**WHAT IS BEING ASKED**
All lines in the entries below that hold "down" make up the answer.

**DATA FOR THIS EXERCISE**
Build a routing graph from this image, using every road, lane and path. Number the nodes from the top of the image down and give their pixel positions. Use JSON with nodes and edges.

* * *

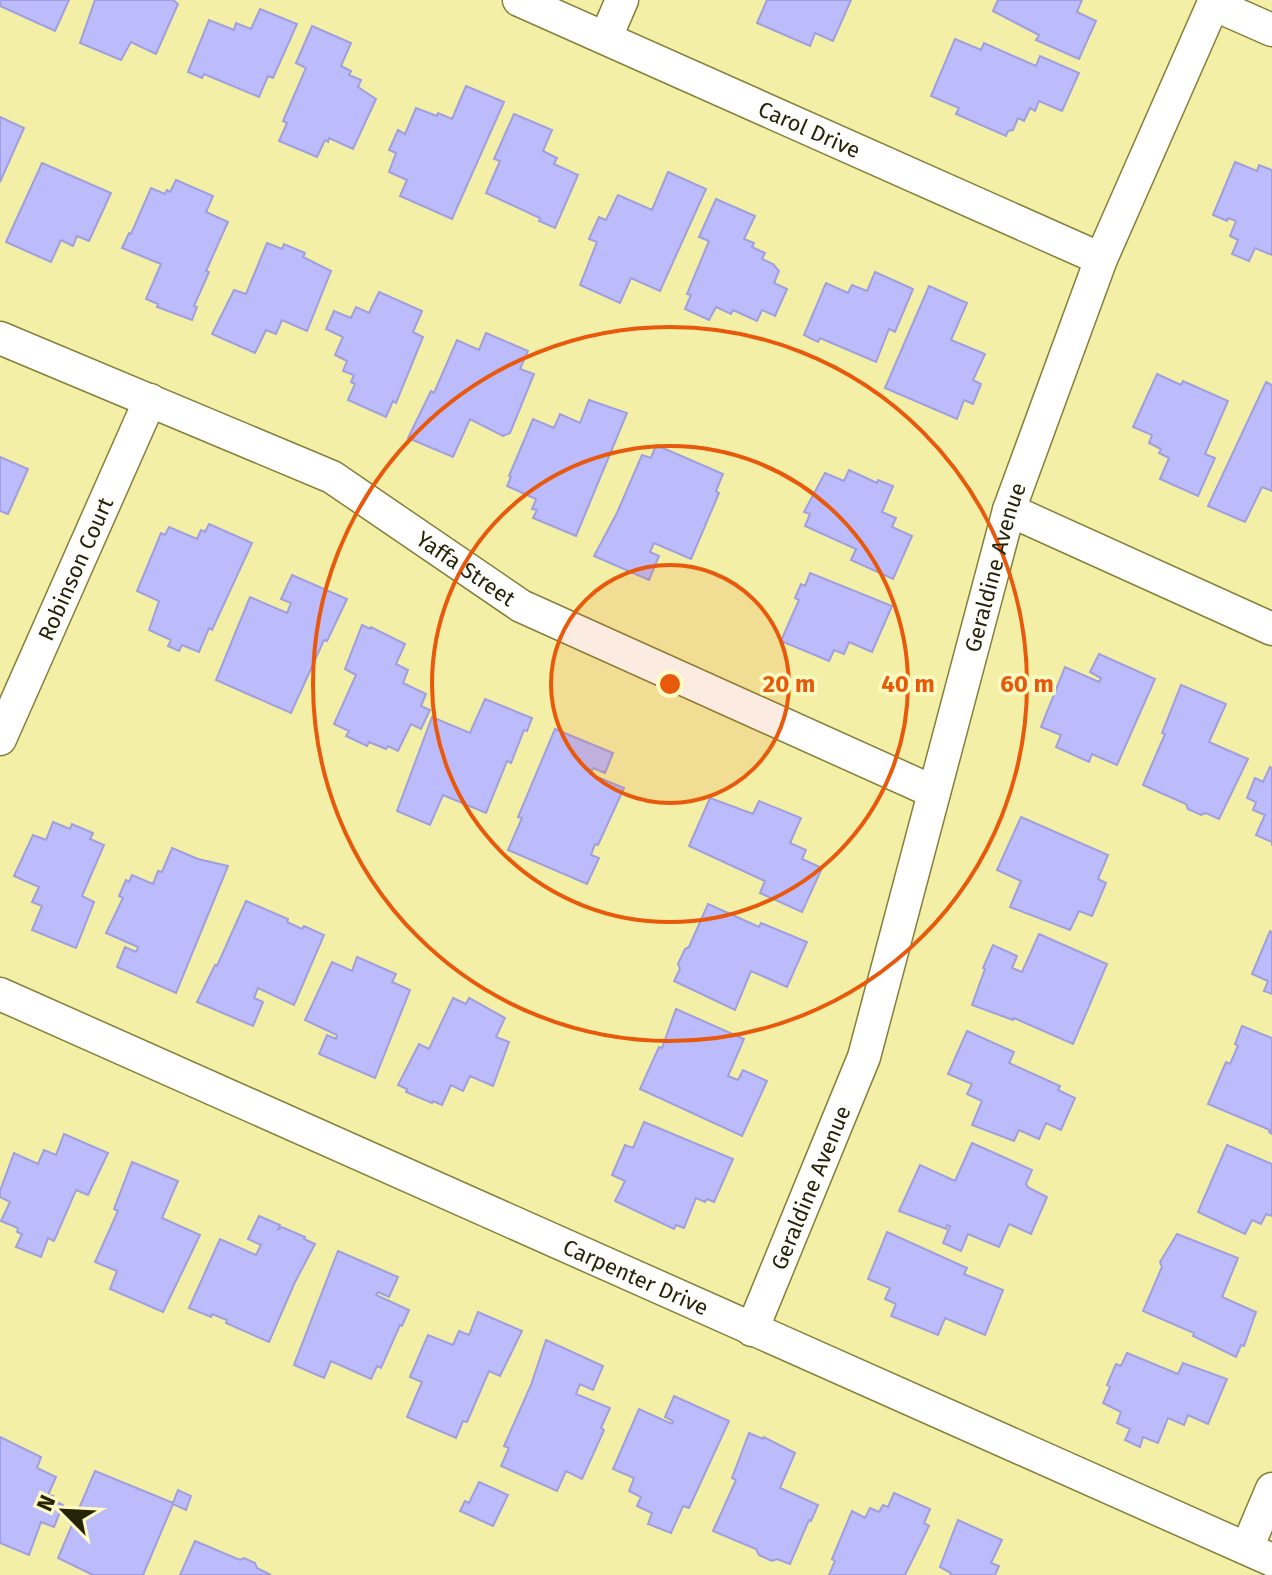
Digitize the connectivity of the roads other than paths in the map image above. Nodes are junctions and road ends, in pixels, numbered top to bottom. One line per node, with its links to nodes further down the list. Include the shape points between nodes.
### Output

**COMPLETED TASK**
Build a routing graph from this image, using every road, lane and path. Number the nodes from the top of the image down and give their pixel positions. Use JSON with nodes and edges.
Digitize the connectivity of the roads other than paths in the map image above. Nodes are junctions and road ends, in pixels, numbered top to bottom. One line per node, with its links to nodes further down the list. Include the shape points between nodes.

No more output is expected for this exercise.